Mymensingh Premier League
- Logo of Mymensingh Premier League
- Dates: 21 – 25 December 2020
- Administrator: Imago Sports
- Champions: Mymensingh Riders
- Participants: 6
- Player of the series: Shuvagata Hom
- Most wickets: 12

= Mymensingh Premier League =

Cricket tournament

Mymensingh Premier League or MPL or Walton MPL was a franchise cricket tournament held in Mymensingh Division, Bangladesh. Every team had two National Team players. The tournament was held between 21 and 25 December 2020. T Sports will broadcast the semi-final and final matches. All matches will be played at Circuit house ground. The tournament is sponsored by Walton Group. Mymensingh Riders won the trophy after beating Mymensingh Thunders by eight wickets.

==Squad==
Mymensingh Eagles: Mosaddek Hossain, Parvez Hossain Emon, Uttam Kumar, Fahim (wicket keeper), Rony, AKS Swadhin, Emon, Asif Pathan, Diganta, Ata, Mehedi, Munir, Kaiser, Asif and Sami.

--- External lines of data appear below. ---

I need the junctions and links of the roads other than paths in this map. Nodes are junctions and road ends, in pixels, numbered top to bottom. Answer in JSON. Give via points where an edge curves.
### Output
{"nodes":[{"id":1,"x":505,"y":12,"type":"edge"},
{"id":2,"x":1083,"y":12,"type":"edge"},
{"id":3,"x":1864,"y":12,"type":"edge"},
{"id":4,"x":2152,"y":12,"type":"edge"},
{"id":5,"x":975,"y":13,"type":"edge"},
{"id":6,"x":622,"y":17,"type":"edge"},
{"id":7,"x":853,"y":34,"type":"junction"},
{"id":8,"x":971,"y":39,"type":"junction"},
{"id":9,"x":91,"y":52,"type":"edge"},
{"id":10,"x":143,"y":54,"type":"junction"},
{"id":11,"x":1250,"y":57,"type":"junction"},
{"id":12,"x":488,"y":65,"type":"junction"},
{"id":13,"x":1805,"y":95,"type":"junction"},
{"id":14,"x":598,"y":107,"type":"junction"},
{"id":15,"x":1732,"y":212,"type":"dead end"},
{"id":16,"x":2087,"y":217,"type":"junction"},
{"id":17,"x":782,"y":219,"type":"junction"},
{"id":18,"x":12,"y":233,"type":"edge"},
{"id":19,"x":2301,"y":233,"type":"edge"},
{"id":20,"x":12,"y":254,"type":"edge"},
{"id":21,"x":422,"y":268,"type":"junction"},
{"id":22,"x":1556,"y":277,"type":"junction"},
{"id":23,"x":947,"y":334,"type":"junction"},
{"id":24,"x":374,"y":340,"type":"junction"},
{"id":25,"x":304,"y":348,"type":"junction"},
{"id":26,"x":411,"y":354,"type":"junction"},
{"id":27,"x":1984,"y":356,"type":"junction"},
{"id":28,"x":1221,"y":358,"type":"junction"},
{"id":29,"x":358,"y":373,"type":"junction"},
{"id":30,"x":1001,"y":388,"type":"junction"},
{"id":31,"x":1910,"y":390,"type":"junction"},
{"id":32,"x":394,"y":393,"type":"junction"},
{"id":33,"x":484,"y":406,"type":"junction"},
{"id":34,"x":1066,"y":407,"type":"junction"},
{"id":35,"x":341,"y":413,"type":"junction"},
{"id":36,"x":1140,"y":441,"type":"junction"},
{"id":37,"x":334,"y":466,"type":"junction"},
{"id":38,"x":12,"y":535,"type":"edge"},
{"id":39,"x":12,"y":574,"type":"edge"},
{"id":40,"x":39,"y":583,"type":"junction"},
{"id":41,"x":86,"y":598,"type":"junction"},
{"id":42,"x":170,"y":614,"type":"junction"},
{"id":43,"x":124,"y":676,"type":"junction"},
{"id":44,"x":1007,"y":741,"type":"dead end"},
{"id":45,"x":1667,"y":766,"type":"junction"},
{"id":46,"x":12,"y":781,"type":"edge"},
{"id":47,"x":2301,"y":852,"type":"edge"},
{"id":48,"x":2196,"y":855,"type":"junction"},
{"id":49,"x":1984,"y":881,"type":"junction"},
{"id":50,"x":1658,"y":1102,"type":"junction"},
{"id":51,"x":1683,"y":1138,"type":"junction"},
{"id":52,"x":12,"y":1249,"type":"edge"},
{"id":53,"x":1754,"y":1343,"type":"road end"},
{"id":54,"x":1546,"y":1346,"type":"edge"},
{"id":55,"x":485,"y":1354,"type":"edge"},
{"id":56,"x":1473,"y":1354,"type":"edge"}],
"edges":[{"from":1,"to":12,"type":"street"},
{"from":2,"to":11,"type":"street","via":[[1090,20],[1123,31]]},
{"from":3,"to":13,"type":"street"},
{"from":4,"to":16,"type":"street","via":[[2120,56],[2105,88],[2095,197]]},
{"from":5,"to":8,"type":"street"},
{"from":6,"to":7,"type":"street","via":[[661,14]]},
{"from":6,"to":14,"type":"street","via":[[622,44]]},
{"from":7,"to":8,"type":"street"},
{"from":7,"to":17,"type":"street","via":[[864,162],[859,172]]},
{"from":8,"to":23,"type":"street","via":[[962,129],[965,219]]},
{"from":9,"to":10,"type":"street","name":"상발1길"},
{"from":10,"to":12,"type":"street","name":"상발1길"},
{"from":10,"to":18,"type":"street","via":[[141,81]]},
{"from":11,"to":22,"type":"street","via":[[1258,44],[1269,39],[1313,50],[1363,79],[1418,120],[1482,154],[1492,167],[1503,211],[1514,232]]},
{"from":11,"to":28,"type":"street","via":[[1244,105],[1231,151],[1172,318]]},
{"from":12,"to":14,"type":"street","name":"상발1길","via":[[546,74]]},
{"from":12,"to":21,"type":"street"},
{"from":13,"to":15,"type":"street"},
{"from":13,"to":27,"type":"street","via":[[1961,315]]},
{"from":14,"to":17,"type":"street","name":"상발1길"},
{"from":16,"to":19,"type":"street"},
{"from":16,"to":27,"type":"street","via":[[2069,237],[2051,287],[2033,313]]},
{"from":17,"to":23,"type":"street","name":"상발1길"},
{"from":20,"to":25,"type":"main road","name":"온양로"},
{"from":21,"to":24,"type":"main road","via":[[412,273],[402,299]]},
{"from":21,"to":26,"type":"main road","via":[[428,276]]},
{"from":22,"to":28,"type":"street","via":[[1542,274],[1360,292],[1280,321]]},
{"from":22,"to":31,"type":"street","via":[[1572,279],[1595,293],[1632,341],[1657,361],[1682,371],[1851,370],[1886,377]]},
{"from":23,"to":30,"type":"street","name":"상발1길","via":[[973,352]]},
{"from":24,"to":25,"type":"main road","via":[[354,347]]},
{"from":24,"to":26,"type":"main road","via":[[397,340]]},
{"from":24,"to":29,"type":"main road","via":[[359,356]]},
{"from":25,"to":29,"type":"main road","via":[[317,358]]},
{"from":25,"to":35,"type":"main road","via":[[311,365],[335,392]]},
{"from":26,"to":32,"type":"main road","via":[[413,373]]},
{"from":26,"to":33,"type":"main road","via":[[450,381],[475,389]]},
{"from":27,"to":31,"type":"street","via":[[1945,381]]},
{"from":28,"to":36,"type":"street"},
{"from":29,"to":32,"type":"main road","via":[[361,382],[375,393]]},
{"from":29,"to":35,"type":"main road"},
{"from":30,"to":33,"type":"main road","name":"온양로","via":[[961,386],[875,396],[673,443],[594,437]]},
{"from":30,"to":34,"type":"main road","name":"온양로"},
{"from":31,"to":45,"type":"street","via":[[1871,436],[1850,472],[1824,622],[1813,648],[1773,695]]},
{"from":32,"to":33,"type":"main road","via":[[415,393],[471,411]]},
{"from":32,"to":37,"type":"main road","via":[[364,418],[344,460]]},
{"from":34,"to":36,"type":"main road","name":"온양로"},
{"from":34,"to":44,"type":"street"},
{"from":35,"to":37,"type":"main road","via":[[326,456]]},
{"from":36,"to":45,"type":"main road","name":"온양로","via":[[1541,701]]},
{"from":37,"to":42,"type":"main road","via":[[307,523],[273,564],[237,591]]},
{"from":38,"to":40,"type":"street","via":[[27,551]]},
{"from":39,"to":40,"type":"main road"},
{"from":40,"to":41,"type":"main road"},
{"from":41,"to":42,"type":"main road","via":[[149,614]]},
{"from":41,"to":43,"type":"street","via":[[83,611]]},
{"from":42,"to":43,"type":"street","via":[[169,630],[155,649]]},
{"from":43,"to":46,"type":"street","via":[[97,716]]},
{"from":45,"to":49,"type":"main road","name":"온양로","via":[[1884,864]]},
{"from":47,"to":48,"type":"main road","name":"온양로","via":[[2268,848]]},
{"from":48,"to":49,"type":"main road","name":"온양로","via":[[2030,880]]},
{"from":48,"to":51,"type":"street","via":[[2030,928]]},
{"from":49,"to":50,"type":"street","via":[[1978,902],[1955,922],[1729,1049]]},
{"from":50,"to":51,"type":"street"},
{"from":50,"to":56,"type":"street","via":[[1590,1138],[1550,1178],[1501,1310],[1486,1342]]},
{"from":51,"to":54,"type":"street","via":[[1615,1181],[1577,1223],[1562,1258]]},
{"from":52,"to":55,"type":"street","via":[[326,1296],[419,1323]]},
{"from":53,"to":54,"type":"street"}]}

Mymensingh Sixers: Nasir Hossain, Tanzid Hasan, Munir Shahriar, Prince, Sun, Emu, Mahin, Rony. Sagar, Shiblu, Ajay, Nijhum, Ananda, Hridaya and Ork.

Mymensingh Thunder: Shuvagata Hom, Towhid Hridoy, Abdul Majid, Swami, Ashiq, Shakib, Touhid, Titu, Afzal, Jimmy, Shaon, Anik, Noble, Ork and Krishna.

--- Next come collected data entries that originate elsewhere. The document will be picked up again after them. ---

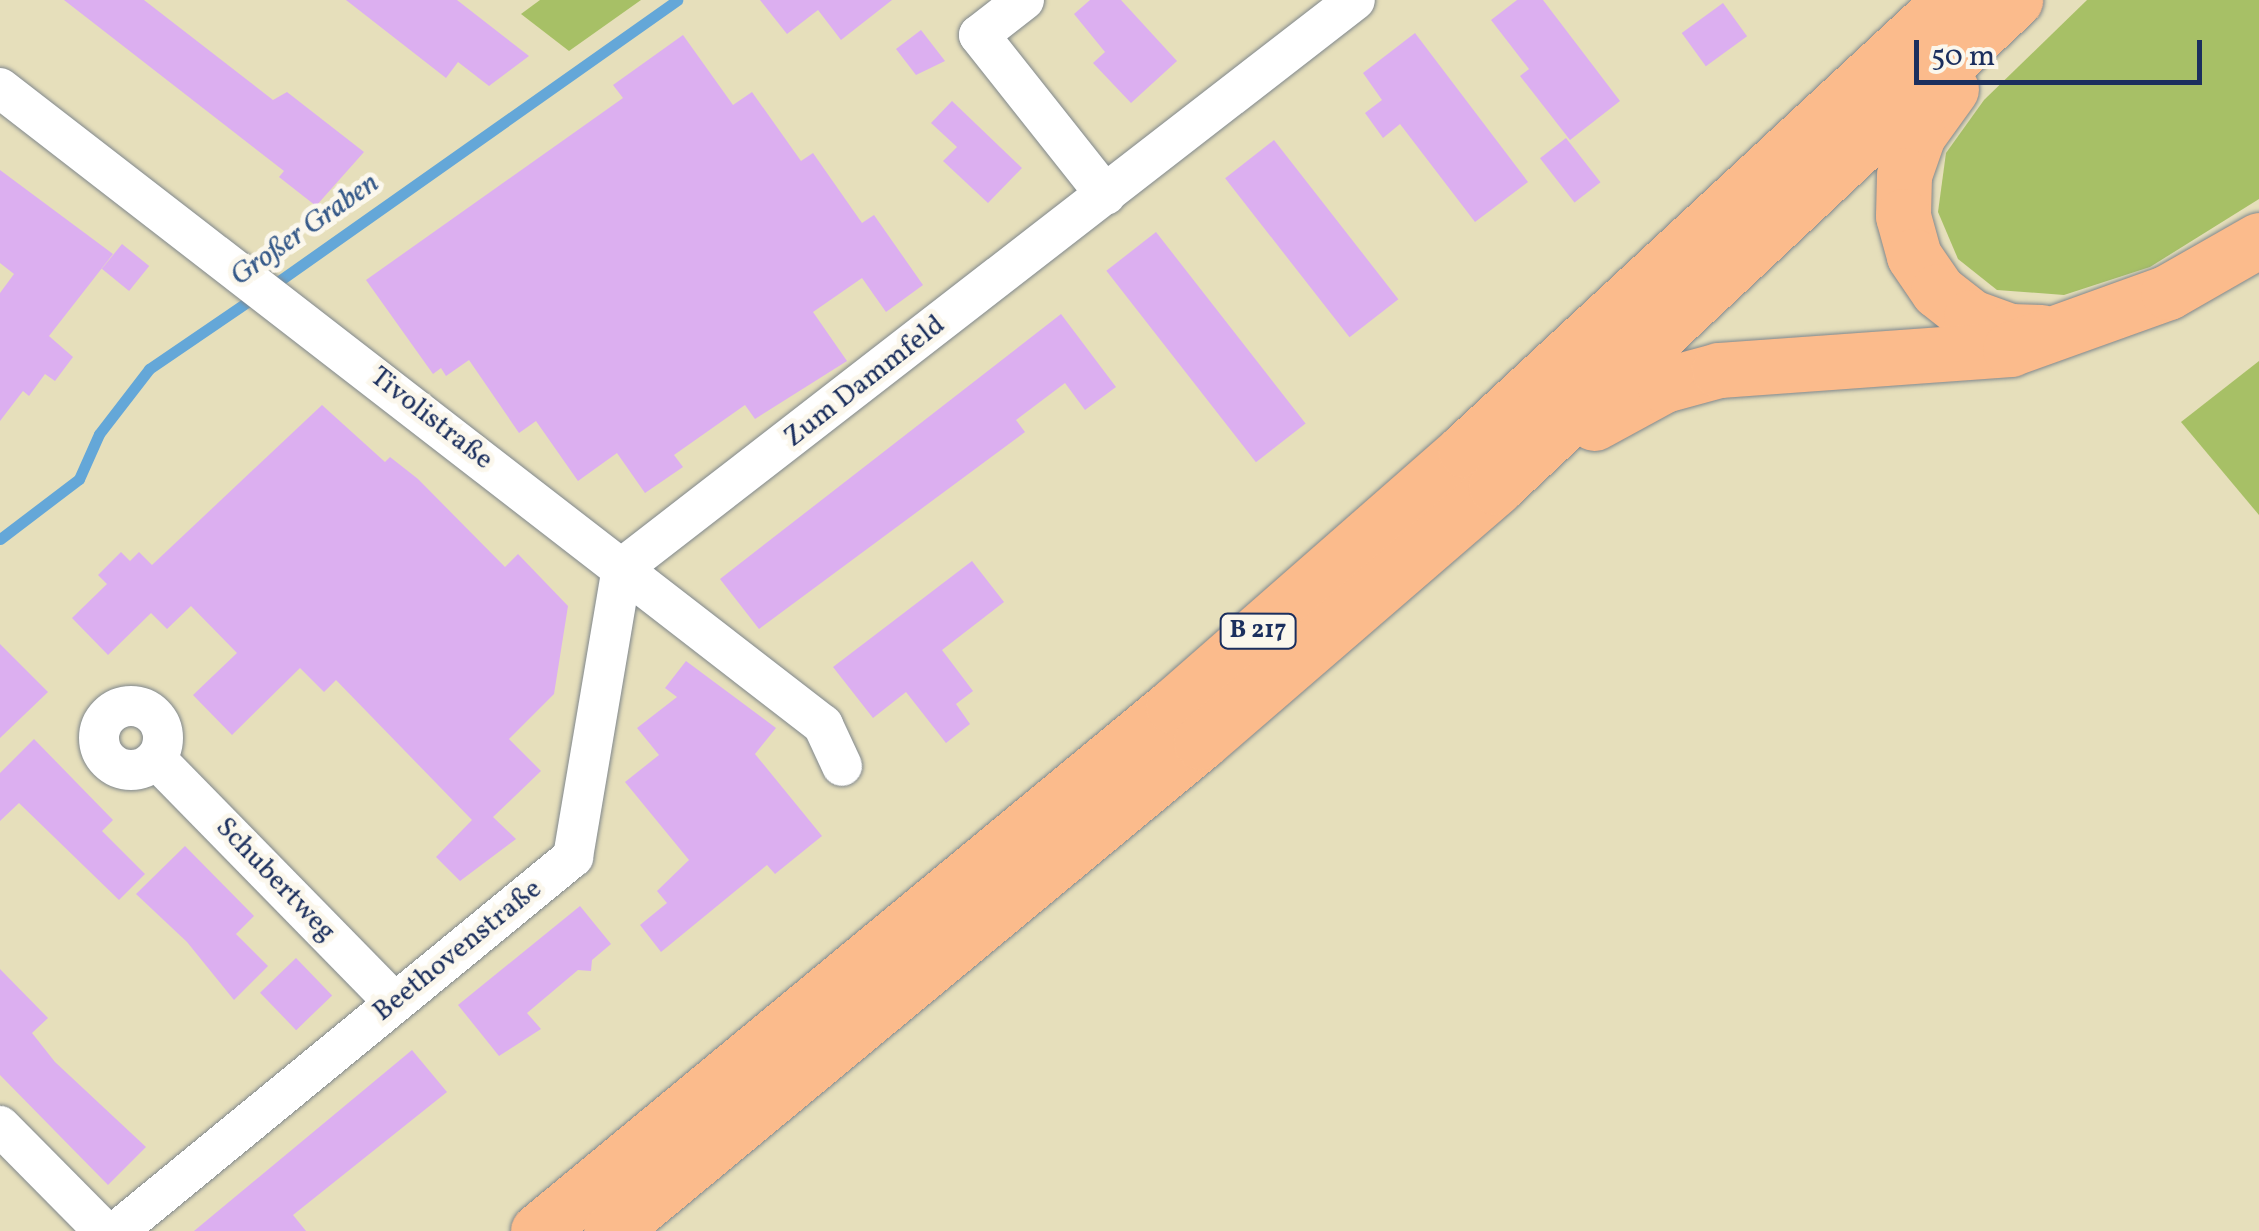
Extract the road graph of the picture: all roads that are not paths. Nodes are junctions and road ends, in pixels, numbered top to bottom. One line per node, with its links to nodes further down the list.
1 (1024, 0): 6 (street)
2 (1355, 0): 6 (street, Zum Dammfeld)
3 (1951, 0): 17 (highway, B 217)
4 (2016, 0): 8 (highway); 9 (highway, B 217)
5 (0, 88): 10 (street, Tivolistraße)
6 (1106, 194): 10 (street, Zum Dammfeld)
7 (2259, 240): 8 (highway)
8 (2092, 322): 9 (highway)
9 (1496, 486): 18 (highway, B 217)
10 (622, 568): 12 (street, Tivolistraße); 13 (street, Beethovenstraße)
11 (156, 758): 13 (street, Schubertweg)
12 (842, 766)
13 (394, 1002): 16 (street, Beethovenstraße)
14 (0, 1126): 15 (street)
15 (104, 1231)
16 (117, 1231)
17 (538, 1231)
18 (611, 1231)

Mymensingh Tigers: Mohammad Ashraful, Rakibul Hasan, Rauhan Anas, Caesar, Sunny, Naimur, Shakil, Lincoln, Mithu, Robin, Pavel, Rubel, Rakibul Atiq, Sakin and Rakib.

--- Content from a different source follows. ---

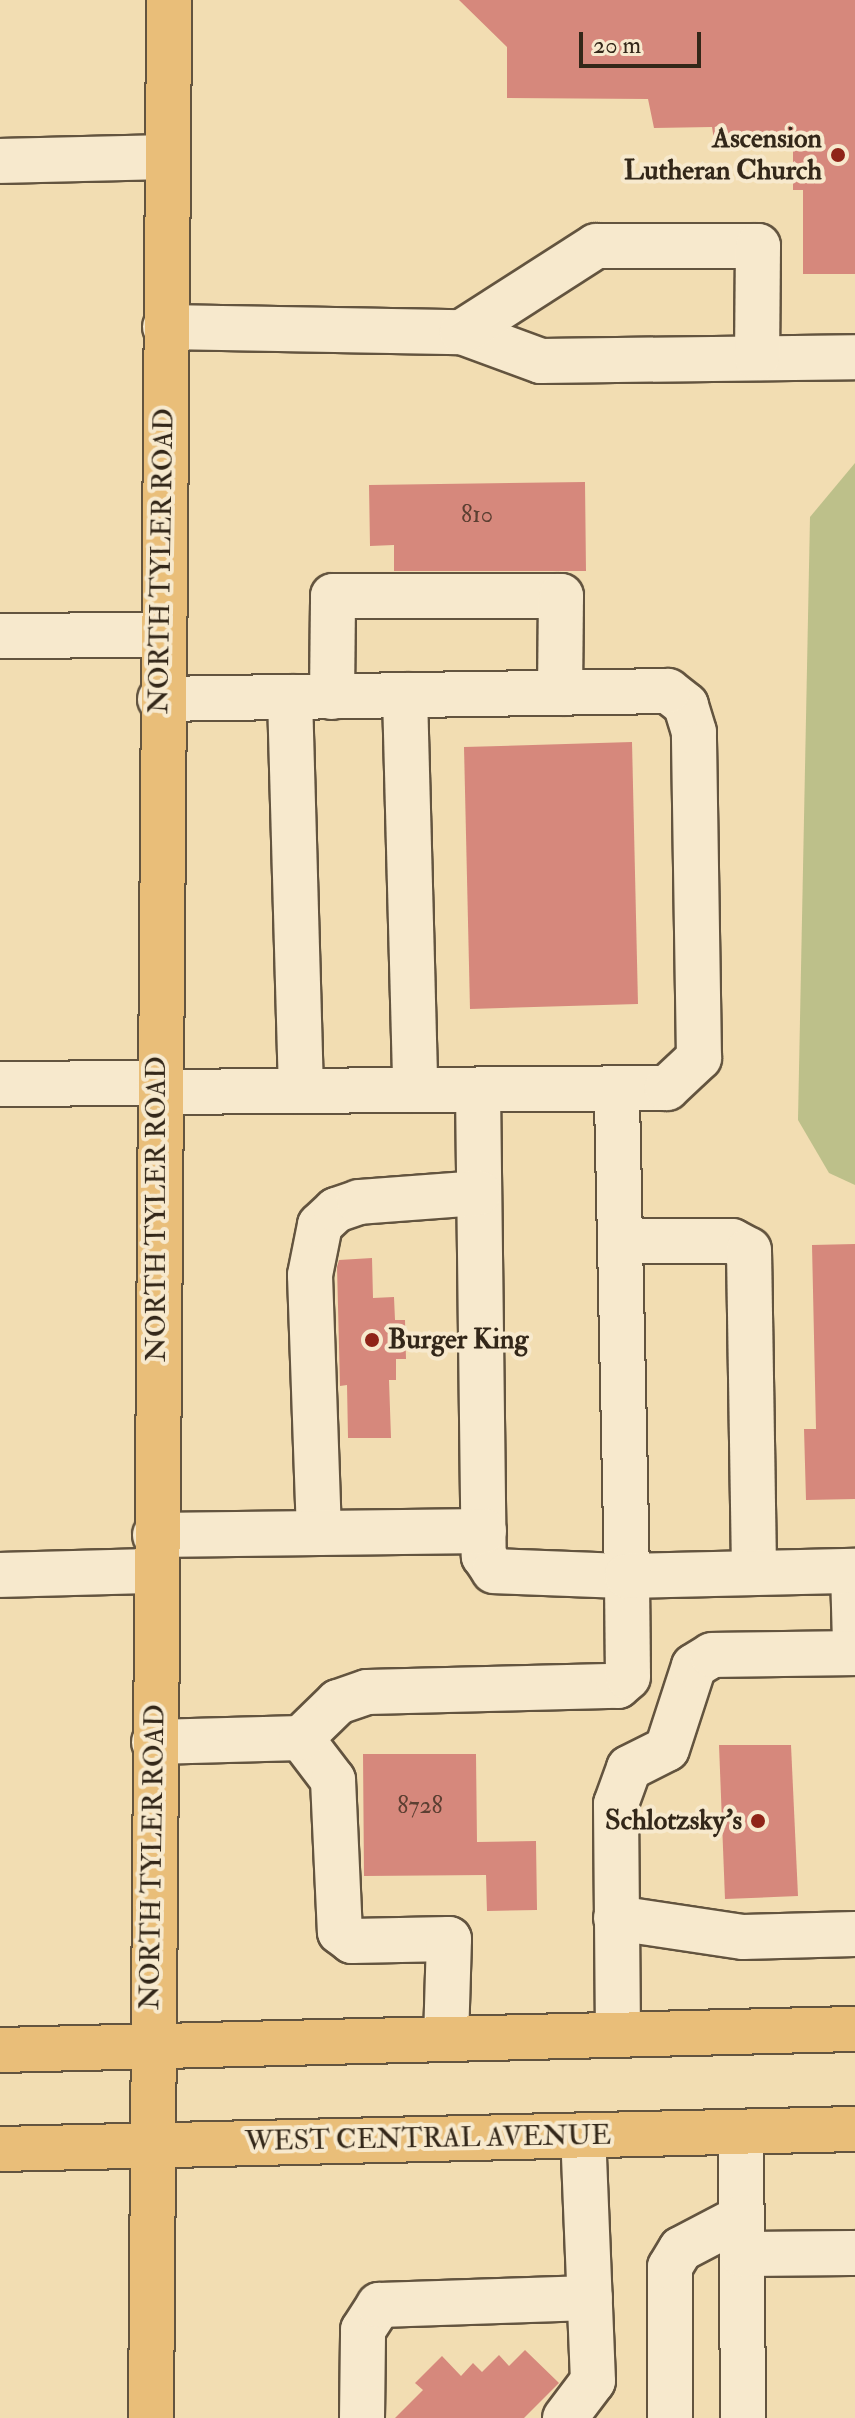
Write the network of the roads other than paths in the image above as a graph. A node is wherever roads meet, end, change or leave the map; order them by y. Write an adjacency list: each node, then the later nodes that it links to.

Mymensingh Warriors: Akbar Ali, Arafat Sunny, Mujahidul Islam, Majed, Leon, Babu, Saad, Sagar, Raihan, Ashiq, Arafat. Arman, Sanchay, Ayon and Mahim.

Mymensingh Riders: Mahmudullah Riyad, Elias Sunny, Abir Akash, Moon, Tanvir, Shakib, Siam, Rakib, Tawfiq, Sajjad, Bipul, Naeem, Shaon and Pranoy.